(Dataset begins)

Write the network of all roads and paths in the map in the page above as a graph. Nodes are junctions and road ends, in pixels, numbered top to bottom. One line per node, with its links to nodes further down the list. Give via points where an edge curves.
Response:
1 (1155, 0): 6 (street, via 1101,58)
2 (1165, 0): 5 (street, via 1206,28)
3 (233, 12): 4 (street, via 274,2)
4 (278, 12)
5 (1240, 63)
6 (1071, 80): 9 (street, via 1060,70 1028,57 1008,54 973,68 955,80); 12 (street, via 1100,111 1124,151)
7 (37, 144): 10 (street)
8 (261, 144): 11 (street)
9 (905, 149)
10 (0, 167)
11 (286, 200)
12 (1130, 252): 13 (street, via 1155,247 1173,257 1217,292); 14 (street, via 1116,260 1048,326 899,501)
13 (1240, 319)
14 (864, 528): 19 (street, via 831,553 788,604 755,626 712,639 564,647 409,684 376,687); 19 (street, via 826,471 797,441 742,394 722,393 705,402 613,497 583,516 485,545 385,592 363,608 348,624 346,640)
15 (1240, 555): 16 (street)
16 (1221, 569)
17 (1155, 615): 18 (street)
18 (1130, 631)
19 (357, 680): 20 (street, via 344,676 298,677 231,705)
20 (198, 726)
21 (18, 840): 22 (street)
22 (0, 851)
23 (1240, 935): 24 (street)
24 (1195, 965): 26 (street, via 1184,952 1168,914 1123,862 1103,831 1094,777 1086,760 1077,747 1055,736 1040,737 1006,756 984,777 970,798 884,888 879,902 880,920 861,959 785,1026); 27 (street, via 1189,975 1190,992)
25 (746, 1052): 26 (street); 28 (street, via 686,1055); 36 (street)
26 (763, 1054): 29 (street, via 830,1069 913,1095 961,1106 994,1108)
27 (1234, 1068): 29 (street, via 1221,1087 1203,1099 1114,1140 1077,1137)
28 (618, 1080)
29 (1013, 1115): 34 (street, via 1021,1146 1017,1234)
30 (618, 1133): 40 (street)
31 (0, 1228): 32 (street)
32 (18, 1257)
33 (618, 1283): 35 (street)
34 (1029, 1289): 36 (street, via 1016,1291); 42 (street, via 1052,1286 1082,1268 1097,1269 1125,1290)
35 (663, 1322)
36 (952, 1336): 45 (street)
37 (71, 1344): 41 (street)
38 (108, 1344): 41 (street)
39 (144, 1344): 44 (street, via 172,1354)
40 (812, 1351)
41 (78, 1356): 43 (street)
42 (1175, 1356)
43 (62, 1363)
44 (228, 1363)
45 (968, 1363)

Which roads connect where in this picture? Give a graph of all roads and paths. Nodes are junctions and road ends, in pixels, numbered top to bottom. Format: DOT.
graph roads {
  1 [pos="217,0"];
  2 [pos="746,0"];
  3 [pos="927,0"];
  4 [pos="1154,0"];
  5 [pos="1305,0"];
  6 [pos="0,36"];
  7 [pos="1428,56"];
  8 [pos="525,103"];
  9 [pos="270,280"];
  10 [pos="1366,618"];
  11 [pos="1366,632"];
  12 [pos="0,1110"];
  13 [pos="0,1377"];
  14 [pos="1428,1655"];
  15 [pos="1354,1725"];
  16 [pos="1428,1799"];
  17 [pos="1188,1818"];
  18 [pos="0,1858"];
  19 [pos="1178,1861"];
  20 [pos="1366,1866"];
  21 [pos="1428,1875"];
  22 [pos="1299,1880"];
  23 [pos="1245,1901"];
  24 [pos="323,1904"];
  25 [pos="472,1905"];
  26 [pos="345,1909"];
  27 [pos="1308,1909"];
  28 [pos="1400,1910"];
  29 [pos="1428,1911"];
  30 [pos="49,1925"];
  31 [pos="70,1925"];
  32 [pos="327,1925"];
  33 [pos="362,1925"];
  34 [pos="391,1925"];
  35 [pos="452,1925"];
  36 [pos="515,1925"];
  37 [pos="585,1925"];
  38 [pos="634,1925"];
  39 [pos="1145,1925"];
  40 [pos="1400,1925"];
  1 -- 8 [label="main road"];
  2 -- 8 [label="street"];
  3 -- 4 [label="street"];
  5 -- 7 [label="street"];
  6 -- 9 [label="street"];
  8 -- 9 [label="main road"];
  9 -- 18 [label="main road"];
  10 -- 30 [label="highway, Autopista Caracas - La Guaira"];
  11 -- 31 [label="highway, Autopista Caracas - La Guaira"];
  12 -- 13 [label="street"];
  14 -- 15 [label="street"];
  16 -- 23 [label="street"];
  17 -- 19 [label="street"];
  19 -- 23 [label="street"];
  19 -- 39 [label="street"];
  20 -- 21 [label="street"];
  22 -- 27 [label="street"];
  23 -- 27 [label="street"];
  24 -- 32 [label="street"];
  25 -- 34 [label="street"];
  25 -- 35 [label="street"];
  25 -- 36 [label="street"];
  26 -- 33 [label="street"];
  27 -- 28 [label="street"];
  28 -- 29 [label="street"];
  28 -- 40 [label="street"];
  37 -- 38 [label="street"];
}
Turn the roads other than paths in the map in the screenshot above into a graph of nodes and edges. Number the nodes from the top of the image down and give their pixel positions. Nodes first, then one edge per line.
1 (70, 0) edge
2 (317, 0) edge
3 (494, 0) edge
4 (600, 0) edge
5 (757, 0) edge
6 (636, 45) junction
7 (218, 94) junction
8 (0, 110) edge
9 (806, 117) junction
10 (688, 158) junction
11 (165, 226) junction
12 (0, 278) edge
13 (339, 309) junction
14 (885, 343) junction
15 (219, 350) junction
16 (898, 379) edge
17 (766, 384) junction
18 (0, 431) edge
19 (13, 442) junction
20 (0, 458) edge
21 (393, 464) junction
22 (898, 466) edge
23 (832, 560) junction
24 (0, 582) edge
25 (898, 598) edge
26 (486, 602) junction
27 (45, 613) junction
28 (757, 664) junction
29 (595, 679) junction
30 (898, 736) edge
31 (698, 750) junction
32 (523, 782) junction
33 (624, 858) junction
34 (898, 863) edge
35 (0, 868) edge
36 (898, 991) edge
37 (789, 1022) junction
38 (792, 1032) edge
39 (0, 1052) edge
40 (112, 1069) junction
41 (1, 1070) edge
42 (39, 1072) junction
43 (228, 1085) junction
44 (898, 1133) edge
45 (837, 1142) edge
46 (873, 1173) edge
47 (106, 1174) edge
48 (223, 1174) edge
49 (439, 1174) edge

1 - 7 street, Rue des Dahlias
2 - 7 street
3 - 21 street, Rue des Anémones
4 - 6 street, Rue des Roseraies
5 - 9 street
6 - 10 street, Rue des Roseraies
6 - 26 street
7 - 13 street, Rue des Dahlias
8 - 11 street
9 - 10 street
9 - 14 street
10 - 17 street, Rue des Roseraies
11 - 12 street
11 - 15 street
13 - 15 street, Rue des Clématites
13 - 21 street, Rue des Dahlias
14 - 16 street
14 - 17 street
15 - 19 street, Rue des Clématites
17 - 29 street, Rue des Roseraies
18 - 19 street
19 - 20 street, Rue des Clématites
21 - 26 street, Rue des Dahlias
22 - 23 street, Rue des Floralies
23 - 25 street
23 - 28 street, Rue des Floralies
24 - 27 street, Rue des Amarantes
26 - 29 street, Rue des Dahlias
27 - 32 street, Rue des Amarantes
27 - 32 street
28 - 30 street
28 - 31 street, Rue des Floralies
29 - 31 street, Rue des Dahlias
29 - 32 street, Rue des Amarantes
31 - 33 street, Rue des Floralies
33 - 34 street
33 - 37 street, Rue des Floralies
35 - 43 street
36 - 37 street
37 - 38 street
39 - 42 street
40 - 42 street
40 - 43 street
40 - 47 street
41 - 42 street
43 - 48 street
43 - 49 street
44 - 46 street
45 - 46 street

(Dataset ends)

Each line of the data that has the string "pixels" should be returned.

Write the network of all roads and paths in the map in the page above as a graph. Nodes are junctions and road ends, in pixels, numbered top to bottom. One line per node, with its links to nodes further down the list. Give via points where an edge curves.
Which roads connect where in this picture? Give a graph of all roads and paths. Nodes are junctions and road ends, in pixels, numbered top to bottom. Format: DOT.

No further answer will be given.